### WORK INSTRUCTION
Make a verbatim copy of the records; pictures stay out.

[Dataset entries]
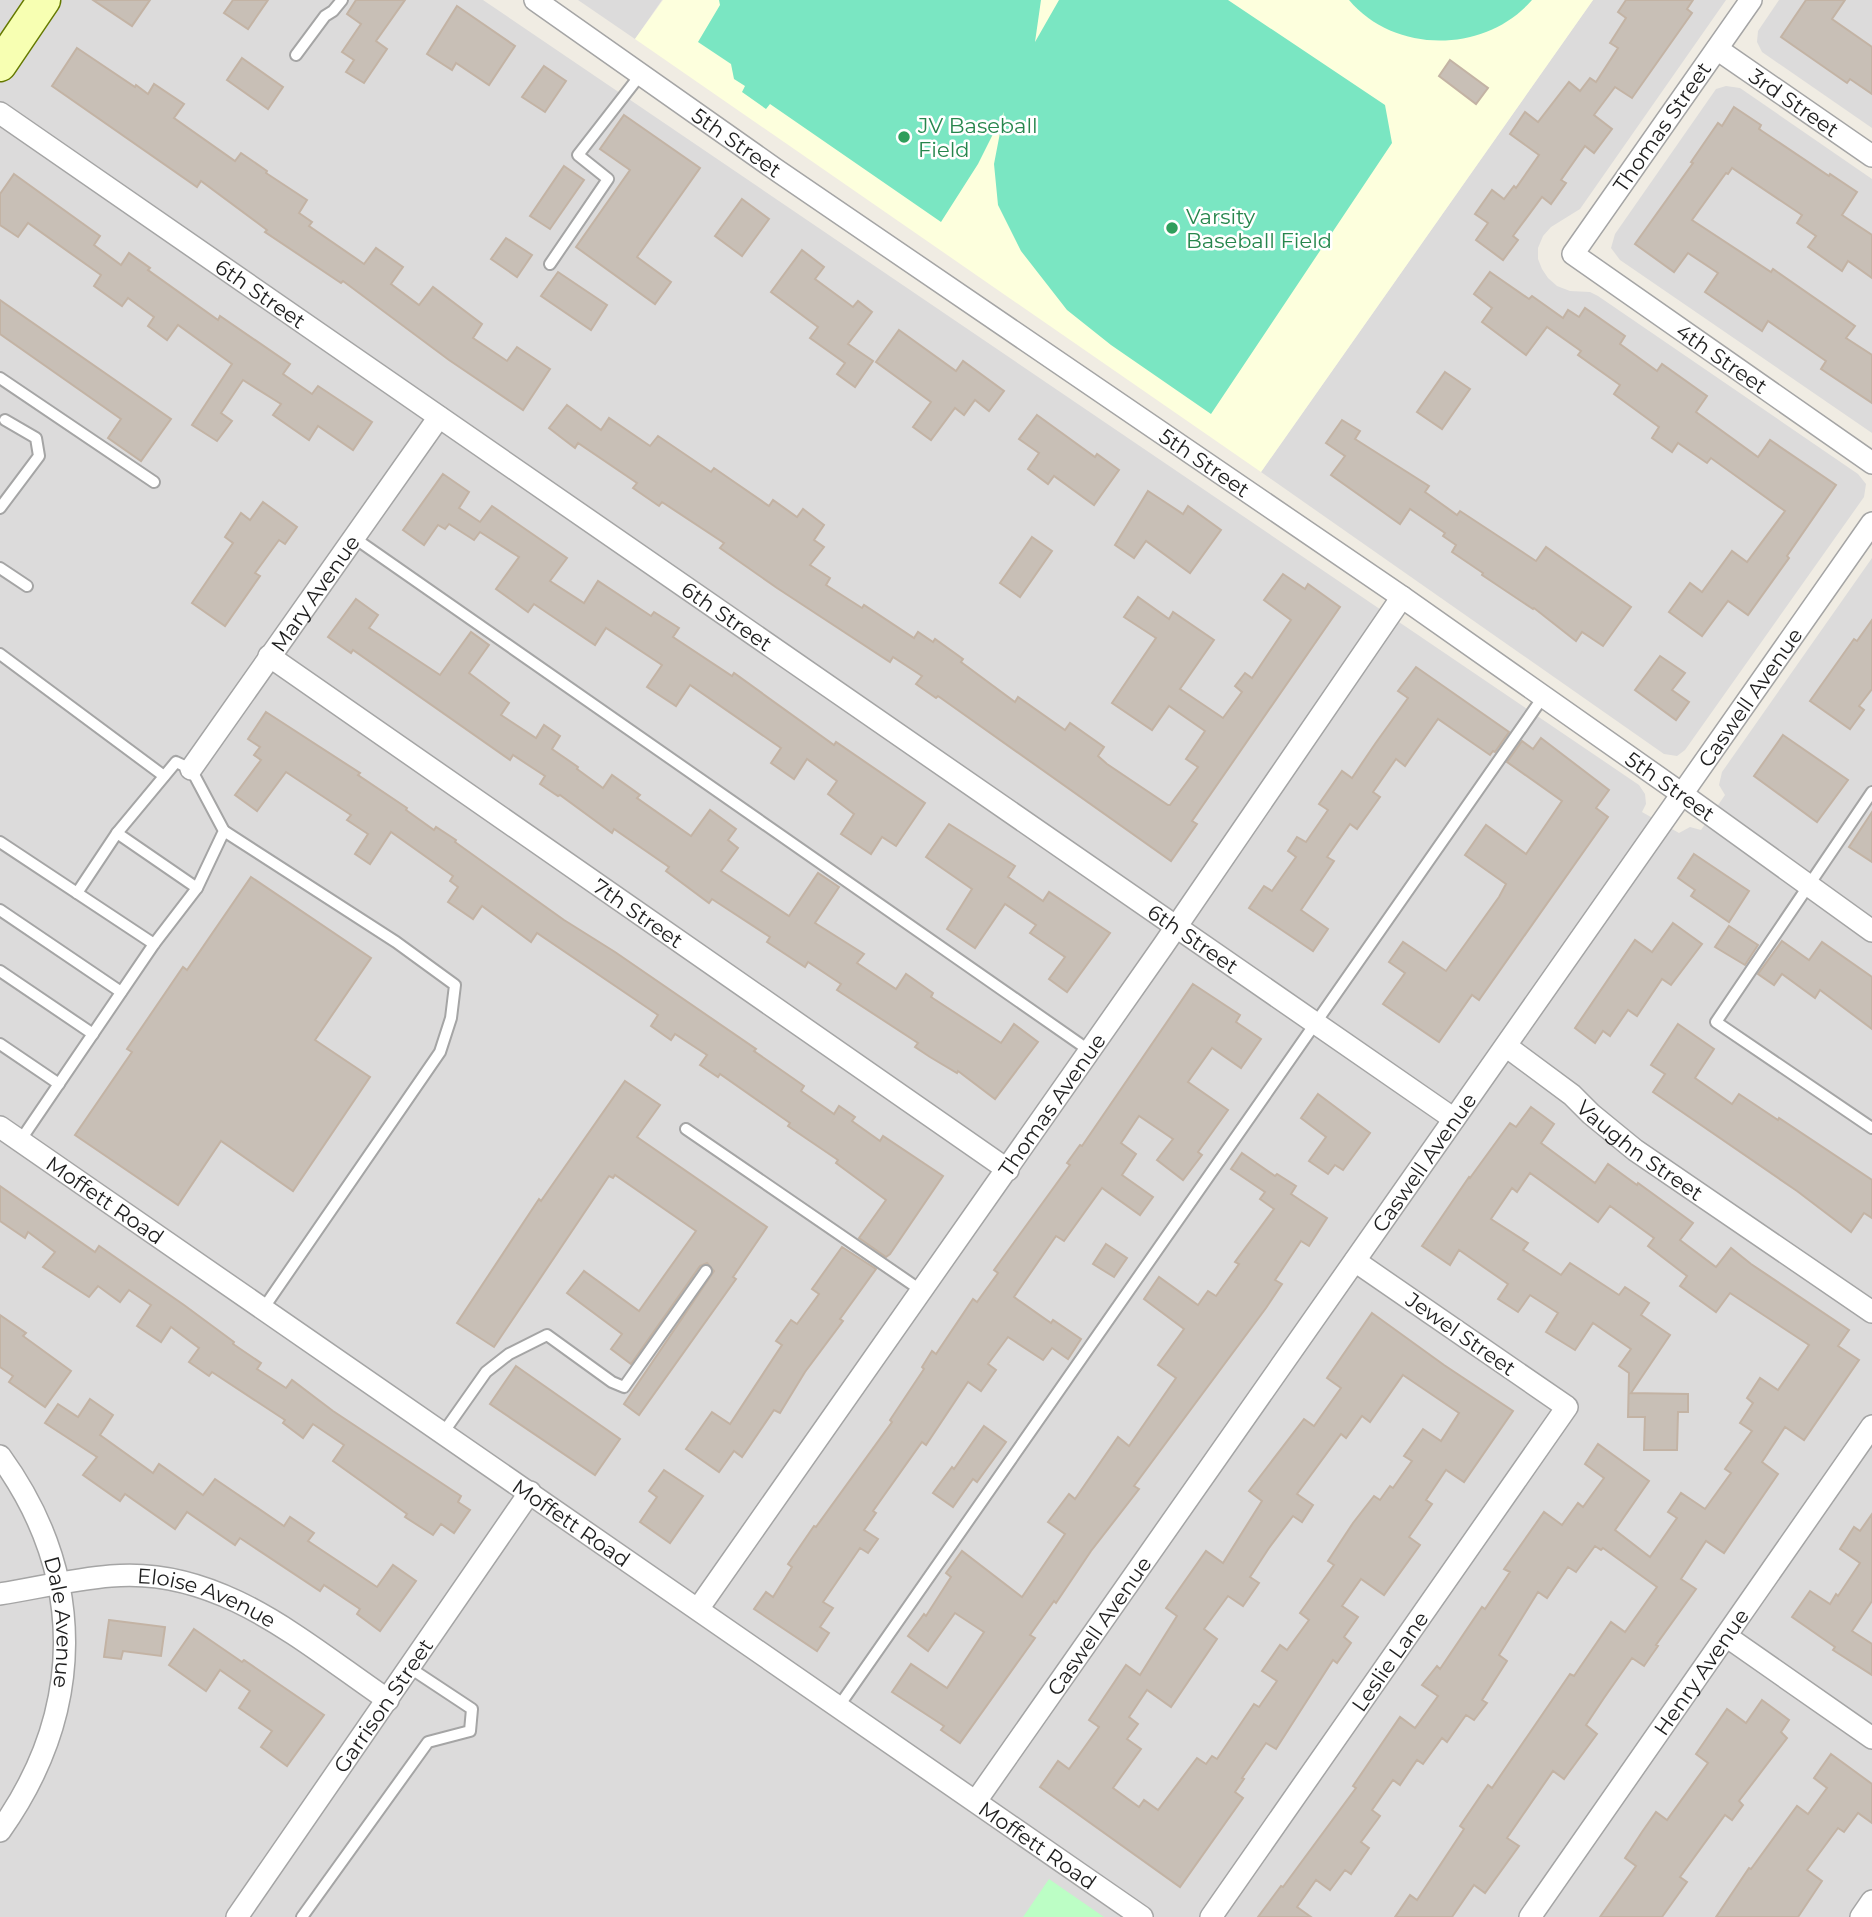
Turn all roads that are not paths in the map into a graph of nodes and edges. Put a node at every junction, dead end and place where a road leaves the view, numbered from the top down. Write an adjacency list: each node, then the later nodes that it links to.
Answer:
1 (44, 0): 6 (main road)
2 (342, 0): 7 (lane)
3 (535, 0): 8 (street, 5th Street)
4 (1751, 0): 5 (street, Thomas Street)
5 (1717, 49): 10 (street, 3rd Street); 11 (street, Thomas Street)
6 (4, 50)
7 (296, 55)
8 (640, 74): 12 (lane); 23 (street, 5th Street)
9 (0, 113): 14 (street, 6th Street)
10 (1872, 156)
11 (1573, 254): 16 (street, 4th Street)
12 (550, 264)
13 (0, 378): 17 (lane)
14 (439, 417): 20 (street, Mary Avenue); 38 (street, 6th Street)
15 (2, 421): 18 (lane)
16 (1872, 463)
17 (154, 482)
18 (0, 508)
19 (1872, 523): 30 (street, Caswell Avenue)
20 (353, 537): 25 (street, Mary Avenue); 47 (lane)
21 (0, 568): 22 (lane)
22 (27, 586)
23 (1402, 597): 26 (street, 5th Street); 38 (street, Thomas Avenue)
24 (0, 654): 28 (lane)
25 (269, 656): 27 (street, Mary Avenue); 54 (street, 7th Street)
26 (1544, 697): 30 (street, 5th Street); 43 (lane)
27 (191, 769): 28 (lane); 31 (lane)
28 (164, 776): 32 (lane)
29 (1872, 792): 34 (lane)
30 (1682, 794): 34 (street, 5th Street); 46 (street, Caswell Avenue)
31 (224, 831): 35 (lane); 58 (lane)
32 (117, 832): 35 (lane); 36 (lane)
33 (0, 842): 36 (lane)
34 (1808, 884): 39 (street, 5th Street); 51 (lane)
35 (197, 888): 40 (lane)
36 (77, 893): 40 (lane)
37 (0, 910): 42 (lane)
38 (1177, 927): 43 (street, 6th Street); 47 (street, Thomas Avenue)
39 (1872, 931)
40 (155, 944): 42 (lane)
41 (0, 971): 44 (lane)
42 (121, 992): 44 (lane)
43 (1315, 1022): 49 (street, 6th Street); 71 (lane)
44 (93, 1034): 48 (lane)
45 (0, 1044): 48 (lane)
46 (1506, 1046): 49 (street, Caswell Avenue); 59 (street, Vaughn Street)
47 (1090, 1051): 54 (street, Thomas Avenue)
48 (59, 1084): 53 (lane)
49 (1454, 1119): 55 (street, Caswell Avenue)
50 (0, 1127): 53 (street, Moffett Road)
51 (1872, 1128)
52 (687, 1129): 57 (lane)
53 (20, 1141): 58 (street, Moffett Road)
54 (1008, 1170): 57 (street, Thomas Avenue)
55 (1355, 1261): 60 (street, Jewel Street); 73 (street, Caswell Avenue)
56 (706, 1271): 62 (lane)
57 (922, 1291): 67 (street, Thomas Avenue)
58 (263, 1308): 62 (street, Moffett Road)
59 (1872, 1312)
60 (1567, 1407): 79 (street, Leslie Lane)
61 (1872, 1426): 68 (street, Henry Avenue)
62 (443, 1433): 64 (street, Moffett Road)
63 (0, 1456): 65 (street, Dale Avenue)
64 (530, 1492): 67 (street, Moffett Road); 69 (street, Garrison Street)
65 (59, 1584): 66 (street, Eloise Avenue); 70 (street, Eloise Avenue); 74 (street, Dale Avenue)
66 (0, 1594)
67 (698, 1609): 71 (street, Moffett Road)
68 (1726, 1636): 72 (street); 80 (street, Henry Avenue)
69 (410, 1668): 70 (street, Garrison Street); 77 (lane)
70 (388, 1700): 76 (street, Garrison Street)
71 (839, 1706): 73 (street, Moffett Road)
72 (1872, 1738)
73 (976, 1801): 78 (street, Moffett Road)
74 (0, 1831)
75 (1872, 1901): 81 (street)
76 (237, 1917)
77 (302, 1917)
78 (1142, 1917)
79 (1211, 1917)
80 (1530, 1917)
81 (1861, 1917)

### RESPONSE
Turn all roads that are not paths in the map into a graph of nodes and edges. Put a node at every junction, dead end and place where a road leaves the view, numbered from the top down. Write an adjacency list: each node, then the later nodes that it links to.
Answer:
1 (44, 0): 6 (main road)
2 (342, 0): 7 (lane)
3 (535, 0): 8 (street, 5th Street)
4 (1751, 0): 5 (street, Thomas Street)
5 (1717, 49): 10 (street, 3rd Street); 11 (street, Thomas Street)
6 (4, 50)
7 (296, 55)
8 (640, 74): 12 (lane); 23 (street, 5th Street)
9 (0, 113): 14 (street, 6th Street)
10 (1872, 156)
11 (1573, 254): 16 (street, 4th Street)
12 (550, 264)
13 (0, 378): 17 (lane)
14 (439, 417): 20 (street, Mary Avenue); 38 (street, 6th Street)
15 (2, 421): 18 (lane)
16 (1872, 463)
17 (154, 482)
18 (0, 508)
19 (1872, 523): 30 (street, Caswell Avenue)
20 (353, 537): 25 (street, Mary Avenue); 47 (lane)
21 (0, 568): 22 (lane)
22 (27, 586)
23 (1402, 597): 26 (street, 5th Street); 38 (street, Thomas Avenue)
24 (0, 654): 28 (lane)
25 (269, 656): 27 (street, Mary Avenue); 54 (street, 7th Street)
26 (1544, 697): 30 (street, 5th Street); 43 (lane)
27 (191, 769): 28 (lane); 31 (lane)
28 (164, 776): 32 (lane)
29 (1872, 792): 34 (lane)
30 (1682, 794): 34 (street, 5th Street); 46 (street, Caswell Avenue)
31 (224, 831): 35 (lane); 58 (lane)
32 (117, 832): 35 (lane); 36 (lane)
33 (0, 842): 36 (lane)
34 (1808, 884): 39 (street, 5th Street); 51 (lane)
35 (197, 888): 40 (lane)
36 (77, 893): 40 (lane)
37 (0, 910): 42 (lane)
38 (1177, 927): 43 (street, 6th Street); 47 (street, Thomas Avenue)
39 (1872, 931)
40 (155, 944): 42 (lane)
41 (0, 971): 44 (lane)
42 (121, 992): 44 (lane)
43 (1315, 1022): 49 (street, 6th Street); 71 (lane)
44 (93, 1034): 48 (lane)
45 (0, 1044): 48 (lane)
46 (1506, 1046): 49 (street, Caswell Avenue); 59 (street, Vaughn Street)
47 (1090, 1051): 54 (street, Thomas Avenue)
48 (59, 1084): 53 (lane)
49 (1454, 1119): 55 (street, Caswell Avenue)
50 (0, 1127): 53 (street, Moffett Road)
51 (1872, 1128)
52 (687, 1129): 57 (lane)
53 (20, 1141): 58 (street, Moffett Road)
54 (1008, 1170): 57 (street, Thomas Avenue)
55 (1355, 1261): 60 (street, Jewel Street); 73 (street, Caswell Avenue)
56 (706, 1271): 62 (lane)
57 (922, 1291): 67 (street, Thomas Avenue)
58 (263, 1308): 62 (street, Moffett Road)
59 (1872, 1312)
60 (1567, 1407): 79 (street, Leslie Lane)
61 (1872, 1426): 68 (street, Henry Avenue)
62 (443, 1433): 64 (street, Moffett Road)
63 (0, 1456): 65 (street, Dale Avenue)
64 (530, 1492): 67 (street, Moffett Road); 69 (street, Garrison Street)
65 (59, 1584): 66 (street, Eloise Avenue); 70 (street, Eloise Avenue); 74 (street, Dale Avenue)
66 (0, 1594)
67 (698, 1609): 71 (street, Moffett Road)
68 (1726, 1636): 72 (street); 80 (street, Henry Avenue)
69 (410, 1668): 70 (street, Garrison Street); 77 (lane)
70 (388, 1700): 76 (street, Garrison Street)
71 (839, 1706): 73 (street, Moffett Road)
72 (1872, 1738)
73 (976, 1801): 78 (street, Moffett Road)
74 (0, 1831)
75 (1872, 1901): 81 (street)
76 (237, 1917)
77 (302, 1917)
78 (1142, 1917)
79 (1211, 1917)
80 (1530, 1917)
81 (1861, 1917)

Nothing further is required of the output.